For each line of the data below, copy it if it holds the word "DELLA".

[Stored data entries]

-.-.-

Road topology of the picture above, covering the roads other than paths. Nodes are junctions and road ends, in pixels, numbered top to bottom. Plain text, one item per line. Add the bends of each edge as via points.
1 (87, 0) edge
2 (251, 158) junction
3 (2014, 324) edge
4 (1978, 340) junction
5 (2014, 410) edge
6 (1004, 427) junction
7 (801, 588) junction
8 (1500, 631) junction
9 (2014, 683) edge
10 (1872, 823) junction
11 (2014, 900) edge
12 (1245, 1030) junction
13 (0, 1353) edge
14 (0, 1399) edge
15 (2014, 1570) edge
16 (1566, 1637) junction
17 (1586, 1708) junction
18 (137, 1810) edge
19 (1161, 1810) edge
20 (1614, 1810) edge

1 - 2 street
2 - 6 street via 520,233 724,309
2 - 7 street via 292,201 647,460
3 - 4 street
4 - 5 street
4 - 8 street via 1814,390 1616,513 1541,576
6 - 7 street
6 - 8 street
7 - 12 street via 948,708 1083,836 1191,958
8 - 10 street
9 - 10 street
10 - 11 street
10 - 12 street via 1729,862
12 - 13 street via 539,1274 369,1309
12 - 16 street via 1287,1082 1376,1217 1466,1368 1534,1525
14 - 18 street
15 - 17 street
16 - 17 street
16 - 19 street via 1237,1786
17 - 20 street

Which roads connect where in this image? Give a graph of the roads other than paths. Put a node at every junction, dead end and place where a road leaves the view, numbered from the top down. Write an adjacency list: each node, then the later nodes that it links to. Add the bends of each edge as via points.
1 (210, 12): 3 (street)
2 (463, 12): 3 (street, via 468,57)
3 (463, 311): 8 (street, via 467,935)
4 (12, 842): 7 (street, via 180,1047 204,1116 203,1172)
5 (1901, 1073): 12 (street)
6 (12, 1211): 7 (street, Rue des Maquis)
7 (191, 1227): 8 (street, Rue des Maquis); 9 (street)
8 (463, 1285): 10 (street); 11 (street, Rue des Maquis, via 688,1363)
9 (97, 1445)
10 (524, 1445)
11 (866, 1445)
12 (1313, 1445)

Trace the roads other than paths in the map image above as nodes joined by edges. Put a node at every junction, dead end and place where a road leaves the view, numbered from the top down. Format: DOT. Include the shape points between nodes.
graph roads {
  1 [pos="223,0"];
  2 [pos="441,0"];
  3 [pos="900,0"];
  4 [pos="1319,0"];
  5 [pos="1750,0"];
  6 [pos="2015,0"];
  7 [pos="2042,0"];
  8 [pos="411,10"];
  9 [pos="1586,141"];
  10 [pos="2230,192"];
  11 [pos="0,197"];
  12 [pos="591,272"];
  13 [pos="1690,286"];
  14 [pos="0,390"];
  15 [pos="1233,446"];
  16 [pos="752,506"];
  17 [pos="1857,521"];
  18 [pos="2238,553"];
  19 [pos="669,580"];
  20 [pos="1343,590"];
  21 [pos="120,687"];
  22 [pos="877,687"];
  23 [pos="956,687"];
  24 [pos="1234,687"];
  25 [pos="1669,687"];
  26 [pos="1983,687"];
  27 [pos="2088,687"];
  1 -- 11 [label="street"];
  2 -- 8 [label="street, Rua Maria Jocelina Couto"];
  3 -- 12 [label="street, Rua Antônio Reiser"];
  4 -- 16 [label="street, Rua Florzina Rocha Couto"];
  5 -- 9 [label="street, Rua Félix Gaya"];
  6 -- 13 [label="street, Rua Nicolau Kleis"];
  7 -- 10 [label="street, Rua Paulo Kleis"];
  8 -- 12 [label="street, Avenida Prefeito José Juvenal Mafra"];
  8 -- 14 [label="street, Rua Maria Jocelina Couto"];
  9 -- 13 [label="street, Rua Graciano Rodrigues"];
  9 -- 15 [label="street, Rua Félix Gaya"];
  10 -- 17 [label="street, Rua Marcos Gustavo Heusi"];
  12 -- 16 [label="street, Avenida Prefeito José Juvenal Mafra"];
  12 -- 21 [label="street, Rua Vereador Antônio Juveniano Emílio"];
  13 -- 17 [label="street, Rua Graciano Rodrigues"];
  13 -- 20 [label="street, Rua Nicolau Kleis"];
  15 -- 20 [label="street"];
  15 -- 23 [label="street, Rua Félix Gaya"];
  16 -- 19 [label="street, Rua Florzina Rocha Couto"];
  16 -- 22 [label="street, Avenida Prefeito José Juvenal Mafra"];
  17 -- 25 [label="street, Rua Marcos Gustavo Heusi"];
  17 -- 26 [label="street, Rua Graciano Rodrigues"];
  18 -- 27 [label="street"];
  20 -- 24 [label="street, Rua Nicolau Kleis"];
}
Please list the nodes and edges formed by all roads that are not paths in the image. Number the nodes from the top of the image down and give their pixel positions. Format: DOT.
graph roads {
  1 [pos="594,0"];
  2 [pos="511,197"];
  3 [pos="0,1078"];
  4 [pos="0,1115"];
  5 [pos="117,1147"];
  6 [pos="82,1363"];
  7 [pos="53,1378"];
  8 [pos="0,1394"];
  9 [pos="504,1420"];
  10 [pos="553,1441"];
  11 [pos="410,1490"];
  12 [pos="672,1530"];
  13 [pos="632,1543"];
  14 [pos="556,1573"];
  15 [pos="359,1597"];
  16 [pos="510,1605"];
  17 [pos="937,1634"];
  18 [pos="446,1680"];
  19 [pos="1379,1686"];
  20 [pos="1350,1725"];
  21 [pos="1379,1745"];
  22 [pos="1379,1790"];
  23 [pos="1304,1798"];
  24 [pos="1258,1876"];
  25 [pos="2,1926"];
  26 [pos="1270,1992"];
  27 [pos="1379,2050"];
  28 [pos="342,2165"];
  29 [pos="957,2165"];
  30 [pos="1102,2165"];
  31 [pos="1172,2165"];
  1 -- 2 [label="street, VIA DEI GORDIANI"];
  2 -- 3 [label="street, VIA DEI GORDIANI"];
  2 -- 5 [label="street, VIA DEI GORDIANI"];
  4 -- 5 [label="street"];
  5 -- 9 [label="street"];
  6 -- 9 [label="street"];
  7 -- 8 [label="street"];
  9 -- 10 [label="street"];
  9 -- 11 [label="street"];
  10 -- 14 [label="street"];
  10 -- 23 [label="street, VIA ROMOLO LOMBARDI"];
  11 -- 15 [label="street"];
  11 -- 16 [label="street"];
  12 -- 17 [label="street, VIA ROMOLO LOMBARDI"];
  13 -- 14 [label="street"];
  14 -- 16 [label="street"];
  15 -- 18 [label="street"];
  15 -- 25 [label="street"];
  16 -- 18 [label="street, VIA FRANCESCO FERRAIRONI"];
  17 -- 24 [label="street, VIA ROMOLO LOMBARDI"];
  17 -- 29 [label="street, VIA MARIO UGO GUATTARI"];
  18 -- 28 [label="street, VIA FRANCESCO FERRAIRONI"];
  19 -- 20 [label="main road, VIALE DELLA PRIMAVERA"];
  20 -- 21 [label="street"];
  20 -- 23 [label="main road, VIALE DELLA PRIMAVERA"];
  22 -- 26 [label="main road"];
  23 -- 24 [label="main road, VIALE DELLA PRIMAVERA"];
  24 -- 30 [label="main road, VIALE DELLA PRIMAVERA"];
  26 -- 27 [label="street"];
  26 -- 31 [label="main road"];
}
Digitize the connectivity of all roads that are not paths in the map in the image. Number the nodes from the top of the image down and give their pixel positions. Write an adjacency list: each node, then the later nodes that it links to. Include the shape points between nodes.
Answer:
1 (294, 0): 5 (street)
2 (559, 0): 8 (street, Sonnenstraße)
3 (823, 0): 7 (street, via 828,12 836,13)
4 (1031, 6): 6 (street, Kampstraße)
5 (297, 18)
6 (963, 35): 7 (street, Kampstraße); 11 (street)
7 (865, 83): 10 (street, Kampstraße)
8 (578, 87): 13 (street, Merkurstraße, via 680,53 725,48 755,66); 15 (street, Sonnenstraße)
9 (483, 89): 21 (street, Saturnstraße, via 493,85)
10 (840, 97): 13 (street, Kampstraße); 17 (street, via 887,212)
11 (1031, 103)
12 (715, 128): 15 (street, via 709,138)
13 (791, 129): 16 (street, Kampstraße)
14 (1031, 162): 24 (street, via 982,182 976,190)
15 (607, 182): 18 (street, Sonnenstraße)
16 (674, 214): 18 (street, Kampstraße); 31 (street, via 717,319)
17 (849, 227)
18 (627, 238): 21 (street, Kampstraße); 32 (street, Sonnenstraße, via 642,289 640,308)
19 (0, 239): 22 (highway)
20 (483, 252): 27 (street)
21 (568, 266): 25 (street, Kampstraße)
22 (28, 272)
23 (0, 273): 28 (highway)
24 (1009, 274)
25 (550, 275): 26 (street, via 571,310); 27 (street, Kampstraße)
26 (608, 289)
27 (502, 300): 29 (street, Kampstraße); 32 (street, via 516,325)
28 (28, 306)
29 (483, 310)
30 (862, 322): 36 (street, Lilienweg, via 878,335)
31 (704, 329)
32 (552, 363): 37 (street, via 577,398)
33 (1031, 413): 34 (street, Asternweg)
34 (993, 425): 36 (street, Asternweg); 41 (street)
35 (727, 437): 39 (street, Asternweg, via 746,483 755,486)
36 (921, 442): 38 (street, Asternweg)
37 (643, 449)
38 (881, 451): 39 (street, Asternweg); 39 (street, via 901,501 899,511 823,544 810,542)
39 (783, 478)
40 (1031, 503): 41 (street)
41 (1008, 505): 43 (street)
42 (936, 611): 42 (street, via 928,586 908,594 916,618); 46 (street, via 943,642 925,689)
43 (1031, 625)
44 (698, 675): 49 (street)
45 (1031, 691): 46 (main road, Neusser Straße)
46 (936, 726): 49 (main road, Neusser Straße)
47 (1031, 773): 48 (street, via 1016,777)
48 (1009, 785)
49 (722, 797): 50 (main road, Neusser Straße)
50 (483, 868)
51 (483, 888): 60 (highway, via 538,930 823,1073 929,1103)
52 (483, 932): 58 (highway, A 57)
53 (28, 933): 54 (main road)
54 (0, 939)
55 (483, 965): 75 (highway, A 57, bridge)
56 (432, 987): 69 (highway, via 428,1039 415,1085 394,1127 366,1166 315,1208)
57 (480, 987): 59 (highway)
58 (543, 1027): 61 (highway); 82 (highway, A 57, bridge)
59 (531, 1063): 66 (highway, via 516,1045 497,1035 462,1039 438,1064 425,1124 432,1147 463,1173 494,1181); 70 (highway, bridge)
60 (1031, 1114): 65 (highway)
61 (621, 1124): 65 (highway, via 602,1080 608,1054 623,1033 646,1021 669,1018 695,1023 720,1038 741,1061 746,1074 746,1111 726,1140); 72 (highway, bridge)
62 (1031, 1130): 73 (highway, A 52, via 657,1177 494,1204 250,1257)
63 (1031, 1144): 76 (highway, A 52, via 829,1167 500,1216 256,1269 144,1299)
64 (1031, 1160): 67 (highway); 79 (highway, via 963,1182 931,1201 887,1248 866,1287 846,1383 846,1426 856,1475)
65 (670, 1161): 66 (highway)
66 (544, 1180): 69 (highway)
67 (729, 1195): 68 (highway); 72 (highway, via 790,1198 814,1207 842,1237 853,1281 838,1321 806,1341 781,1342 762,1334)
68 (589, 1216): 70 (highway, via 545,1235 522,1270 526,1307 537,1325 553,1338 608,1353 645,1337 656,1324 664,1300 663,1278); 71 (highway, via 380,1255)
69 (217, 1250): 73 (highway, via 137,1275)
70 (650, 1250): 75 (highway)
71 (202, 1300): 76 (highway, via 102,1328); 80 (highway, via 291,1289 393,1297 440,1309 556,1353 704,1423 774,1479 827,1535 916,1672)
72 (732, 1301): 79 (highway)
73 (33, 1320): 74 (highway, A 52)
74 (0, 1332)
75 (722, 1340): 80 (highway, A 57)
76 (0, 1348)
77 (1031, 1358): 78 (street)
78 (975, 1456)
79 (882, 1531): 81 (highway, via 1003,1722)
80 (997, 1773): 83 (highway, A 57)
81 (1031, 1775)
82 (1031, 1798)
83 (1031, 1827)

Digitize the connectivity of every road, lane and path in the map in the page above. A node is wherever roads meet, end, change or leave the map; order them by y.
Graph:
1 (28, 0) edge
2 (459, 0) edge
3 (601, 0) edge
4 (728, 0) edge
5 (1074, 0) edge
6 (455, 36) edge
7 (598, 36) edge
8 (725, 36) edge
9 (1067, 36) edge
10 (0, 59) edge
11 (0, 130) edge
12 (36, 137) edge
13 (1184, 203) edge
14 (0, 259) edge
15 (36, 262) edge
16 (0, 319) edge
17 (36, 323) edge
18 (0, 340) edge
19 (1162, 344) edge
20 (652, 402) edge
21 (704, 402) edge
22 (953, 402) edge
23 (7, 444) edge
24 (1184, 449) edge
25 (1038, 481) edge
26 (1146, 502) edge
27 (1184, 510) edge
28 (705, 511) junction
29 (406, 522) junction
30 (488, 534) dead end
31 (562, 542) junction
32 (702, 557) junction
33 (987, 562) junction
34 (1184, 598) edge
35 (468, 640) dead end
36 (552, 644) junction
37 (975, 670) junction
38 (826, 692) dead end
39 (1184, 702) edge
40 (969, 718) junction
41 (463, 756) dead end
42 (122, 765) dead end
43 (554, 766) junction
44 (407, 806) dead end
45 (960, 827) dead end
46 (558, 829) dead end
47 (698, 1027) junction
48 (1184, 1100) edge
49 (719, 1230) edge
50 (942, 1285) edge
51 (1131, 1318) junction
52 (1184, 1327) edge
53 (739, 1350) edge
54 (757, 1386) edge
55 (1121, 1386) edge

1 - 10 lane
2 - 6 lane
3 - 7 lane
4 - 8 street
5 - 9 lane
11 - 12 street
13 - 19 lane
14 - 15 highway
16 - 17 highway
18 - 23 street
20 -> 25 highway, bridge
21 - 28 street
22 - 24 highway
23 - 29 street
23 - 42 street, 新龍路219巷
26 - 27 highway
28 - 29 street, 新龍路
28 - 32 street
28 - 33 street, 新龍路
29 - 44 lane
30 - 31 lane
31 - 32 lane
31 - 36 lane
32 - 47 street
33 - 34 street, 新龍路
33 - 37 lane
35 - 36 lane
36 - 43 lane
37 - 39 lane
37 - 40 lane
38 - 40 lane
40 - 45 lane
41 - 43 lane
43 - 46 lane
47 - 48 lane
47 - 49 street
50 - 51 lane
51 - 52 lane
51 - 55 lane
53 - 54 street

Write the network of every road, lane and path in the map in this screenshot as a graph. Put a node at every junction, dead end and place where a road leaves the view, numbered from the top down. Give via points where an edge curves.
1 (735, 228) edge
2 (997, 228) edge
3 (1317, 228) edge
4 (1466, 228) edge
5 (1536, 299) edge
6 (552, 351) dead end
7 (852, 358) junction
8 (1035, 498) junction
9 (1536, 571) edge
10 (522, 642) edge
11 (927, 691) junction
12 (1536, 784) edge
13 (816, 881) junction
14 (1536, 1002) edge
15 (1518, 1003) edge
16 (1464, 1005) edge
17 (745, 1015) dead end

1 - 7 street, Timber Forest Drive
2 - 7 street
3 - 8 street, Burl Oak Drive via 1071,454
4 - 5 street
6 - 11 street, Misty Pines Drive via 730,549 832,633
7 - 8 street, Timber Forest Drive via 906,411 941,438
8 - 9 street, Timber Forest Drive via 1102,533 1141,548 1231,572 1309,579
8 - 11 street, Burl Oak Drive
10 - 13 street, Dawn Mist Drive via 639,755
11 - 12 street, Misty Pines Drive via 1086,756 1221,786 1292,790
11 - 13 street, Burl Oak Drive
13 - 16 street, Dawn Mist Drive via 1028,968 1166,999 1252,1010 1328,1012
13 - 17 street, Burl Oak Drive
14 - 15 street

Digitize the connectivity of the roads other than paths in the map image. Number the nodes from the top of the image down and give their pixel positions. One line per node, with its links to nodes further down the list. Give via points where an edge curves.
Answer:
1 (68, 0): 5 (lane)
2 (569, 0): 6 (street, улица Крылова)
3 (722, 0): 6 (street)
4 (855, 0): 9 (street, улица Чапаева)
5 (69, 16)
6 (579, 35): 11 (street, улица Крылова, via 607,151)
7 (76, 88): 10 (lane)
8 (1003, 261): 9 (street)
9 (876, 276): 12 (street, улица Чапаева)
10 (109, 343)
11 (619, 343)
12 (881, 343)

-.-.-

• _YOUR SOLUTION_:
  19 -- 20 [label="main road, VIALE DELLA PRIMAVERA"];
  20 -- 23 [label="main road, VIALE DELLA PRIMAVERA"];
  23 -- 24 [label="main road, VIALE DELLA PRIMAVERA"];
  24 -- 30 [label="main road, VIALE DELLA PRIMAVERA"];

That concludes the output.